‘The British weather can accomplish nasty surprises.’
Photograph: Alex Lake for the Guardian
Stunner
Sali Hughes on beauty
Beauty: after-sun lotions – mollifying, but not miracle cures
I’m more likely to use after-sun when the forefathers’s feeling hot and sticky, as opposed to burnt
I have mixed concerns about “after-sun” products. I realise people feel better for expressive that it’s on-hand in a (usually preventable) sunburn emergency and, get a kick out of a bucket by the bed of a sick child, that it provides comfort and reassurance. But it has dwarf real effect. What we’re usually paying for is standard moisturising trunk cream or cream-gel, perhaps one containing a little soothing aloe vera, instantly and little while to cool the skin and to help prevent it from drying out, cracking and peeling. Which inclination be fine, except many people seem to regard after-sun as an remedy to sun damage, when in reality it can mean little more than muting the stable door after the horse has roasted. That chance, the British weather can bring nasty surprises, so if you should obtain yourself accidentally overexposed, take two ibuprofen, apply after-sun and, if plausible lie, still wet, in front of a fan.

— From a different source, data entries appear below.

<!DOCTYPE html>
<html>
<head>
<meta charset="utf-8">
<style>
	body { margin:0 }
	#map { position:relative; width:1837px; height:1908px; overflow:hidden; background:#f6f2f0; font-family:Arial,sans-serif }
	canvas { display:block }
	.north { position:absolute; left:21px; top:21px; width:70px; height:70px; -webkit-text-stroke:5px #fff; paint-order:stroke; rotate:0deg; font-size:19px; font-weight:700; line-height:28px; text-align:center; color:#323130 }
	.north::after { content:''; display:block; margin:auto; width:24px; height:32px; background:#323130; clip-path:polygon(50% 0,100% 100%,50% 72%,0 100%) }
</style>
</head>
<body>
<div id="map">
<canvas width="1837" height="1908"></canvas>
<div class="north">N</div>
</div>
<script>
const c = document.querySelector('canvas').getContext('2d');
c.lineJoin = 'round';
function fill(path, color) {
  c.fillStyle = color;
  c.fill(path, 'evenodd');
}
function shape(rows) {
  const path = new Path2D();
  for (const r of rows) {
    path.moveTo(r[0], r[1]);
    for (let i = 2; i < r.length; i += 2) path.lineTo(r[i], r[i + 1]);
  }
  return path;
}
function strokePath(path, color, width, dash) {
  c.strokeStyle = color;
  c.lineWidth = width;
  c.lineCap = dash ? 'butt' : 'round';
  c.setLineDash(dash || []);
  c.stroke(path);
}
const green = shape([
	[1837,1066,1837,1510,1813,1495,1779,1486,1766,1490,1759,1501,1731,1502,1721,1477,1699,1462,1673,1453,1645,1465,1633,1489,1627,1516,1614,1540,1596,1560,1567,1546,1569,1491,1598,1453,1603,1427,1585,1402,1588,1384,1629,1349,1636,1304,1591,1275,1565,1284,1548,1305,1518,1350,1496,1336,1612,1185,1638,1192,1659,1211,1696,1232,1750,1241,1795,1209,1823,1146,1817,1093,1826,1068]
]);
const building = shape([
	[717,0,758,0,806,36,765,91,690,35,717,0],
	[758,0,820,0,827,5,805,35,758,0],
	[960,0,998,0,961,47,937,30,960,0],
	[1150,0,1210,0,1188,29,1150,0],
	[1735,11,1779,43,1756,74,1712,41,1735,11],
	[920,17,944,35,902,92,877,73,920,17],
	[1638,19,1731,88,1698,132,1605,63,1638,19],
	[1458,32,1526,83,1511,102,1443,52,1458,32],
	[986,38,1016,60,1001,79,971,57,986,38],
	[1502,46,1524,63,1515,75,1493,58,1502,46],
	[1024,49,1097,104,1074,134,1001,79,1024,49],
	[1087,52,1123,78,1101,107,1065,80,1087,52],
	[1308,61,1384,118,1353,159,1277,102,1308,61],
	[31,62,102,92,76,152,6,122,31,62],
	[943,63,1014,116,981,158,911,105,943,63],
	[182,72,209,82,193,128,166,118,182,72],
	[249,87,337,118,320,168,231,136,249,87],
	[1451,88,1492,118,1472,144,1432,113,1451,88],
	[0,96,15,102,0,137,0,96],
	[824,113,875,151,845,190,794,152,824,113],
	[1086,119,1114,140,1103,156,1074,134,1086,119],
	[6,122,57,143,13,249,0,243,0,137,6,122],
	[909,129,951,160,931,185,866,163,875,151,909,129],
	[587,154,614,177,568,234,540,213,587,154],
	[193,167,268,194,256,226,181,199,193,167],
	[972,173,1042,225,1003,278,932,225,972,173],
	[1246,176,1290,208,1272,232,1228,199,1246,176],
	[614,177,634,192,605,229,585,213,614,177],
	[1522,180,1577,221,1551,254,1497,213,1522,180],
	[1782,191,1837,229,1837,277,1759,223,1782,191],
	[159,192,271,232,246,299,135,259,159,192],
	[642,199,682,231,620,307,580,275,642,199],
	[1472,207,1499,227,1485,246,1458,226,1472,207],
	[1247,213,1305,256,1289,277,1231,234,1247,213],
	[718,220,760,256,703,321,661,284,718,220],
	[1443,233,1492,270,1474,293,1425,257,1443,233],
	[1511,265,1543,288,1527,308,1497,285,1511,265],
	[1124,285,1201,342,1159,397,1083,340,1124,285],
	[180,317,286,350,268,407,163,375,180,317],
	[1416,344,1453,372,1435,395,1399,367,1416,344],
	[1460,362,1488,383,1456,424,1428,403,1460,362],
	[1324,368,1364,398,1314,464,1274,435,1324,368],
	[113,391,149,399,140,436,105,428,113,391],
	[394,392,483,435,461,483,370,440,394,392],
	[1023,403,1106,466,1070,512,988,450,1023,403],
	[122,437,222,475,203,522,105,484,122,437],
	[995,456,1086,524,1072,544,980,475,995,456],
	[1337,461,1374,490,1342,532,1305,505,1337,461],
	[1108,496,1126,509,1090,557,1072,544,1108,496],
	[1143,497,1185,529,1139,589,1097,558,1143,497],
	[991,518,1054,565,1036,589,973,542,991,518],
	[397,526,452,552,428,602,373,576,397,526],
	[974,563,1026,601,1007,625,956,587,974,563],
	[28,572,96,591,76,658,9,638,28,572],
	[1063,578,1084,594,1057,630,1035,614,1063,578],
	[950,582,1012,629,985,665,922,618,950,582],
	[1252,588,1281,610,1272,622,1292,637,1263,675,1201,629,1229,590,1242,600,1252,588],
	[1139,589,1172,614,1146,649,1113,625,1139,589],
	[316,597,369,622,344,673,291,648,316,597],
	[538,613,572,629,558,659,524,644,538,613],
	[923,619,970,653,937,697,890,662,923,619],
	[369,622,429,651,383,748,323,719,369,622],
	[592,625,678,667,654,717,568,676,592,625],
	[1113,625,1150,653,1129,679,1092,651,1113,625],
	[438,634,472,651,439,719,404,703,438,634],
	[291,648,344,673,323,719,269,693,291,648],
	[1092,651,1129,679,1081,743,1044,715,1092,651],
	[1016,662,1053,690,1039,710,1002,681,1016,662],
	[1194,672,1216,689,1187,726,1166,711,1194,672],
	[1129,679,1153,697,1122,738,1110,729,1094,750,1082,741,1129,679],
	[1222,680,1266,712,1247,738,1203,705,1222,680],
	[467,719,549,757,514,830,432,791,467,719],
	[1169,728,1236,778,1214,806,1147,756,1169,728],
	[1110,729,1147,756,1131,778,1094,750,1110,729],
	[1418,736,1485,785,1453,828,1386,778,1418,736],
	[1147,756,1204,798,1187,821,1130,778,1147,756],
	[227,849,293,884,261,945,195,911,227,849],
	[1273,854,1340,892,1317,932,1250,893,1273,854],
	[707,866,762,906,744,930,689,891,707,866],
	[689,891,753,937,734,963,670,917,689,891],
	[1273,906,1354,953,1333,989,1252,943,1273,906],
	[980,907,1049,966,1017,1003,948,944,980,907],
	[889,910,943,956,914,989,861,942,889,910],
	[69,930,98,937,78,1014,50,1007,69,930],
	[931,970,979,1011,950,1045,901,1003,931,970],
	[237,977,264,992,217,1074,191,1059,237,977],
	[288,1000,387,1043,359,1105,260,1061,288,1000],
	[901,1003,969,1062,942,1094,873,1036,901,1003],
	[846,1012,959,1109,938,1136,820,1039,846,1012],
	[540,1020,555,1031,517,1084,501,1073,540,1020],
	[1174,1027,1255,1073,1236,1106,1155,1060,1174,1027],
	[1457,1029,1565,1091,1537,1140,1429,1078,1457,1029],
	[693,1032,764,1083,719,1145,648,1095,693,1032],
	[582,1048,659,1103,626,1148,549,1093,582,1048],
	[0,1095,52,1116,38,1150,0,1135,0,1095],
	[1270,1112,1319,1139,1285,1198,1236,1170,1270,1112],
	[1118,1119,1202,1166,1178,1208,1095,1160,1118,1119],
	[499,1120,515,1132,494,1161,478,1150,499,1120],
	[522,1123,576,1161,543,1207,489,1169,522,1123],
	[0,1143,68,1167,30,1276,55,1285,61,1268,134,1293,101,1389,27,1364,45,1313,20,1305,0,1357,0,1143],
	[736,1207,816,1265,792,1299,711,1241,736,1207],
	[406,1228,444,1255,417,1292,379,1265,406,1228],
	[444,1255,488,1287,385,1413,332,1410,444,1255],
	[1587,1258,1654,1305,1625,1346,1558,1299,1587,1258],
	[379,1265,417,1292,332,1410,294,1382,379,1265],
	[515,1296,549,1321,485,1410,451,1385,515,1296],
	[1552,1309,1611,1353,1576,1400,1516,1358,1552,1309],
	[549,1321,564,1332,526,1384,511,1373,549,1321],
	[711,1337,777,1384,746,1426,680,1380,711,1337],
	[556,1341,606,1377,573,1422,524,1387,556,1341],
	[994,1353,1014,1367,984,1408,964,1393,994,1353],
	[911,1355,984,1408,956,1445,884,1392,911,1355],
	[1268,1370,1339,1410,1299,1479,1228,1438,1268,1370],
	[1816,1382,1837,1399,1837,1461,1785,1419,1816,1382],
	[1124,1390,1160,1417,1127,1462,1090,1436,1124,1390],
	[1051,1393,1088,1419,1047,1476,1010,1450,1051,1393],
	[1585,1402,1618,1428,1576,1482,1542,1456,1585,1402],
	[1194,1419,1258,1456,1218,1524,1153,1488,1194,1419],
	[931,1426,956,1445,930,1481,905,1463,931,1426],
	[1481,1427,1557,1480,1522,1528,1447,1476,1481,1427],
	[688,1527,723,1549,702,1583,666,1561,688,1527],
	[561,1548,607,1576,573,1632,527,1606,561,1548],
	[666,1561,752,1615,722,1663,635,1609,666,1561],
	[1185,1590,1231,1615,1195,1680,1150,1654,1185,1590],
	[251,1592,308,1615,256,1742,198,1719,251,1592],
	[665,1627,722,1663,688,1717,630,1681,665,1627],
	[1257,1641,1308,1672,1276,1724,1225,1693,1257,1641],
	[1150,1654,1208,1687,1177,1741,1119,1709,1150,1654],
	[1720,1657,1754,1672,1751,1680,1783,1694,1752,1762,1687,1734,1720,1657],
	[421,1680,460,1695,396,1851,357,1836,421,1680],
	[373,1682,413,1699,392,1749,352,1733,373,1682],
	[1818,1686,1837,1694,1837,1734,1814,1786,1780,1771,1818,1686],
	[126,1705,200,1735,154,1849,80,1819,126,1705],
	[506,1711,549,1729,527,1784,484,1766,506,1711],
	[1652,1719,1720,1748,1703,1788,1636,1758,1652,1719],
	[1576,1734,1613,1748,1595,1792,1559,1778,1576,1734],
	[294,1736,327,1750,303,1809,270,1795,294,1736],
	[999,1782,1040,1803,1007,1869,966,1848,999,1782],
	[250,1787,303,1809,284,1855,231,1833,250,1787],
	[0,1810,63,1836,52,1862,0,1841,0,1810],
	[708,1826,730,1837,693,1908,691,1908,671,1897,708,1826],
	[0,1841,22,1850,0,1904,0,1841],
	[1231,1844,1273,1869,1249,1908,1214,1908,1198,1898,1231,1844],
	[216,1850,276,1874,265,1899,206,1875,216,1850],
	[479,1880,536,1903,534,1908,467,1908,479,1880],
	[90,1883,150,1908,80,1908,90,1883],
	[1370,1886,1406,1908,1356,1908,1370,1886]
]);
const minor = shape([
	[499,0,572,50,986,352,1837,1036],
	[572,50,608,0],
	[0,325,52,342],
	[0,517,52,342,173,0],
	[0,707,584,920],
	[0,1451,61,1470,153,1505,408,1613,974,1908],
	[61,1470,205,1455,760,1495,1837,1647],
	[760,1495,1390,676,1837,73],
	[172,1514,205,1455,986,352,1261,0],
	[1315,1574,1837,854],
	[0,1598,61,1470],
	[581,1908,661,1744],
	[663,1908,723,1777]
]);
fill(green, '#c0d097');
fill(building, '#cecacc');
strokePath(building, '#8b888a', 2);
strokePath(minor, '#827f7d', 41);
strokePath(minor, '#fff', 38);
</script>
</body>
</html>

Massage is usually intolerable on sunburned derma, so a spray or mist that’s been stored in a cool quarters is often ideal. A good no-touch option is Vaseline Branch out & Go Aloe Fresh (£2.89), which sprays easily and evenly when held upside down, horizontally or with buttery fingertips (you can also chase a fugitive toddler with it and unruffled manage an even coat). It’s a pretty good moisturiser for all but dry hulls (my male partner loves it year-round), there’s no need to rub it in and it can be stored safely in the fridge (at no time freeze aerosols, by the way).
I’m more likely to use after-sun when the relations’s feeling hot and sticky, as opposed to burnt, so I keep a large empty bottle of Jason Aloe Vera Gel (£5.99) next to the milk in the fridge. Differing from many after-sun lotions that contain only a emblematic trace of aloe, the concentration here stands at 98%, return it’s cruelty-free and the price is low enough to be lavish in your application.
For my own rind, I keep Hawaiian Tropic After-Sun Body Butter (£5) in the bathroom, approximately solely because it smells deliciously and addictively like those sleazy package holidays I went on in my youth. Strong, coconutty, yelling and needlessly lurid in colour, it cools and moisturises, leaving an seductive gleam on limbs, as well as more moisture than myriad. It’s a lovely, all-summer body cream, rather than an after-sun, whose reparative punches are mostly psychosomatic.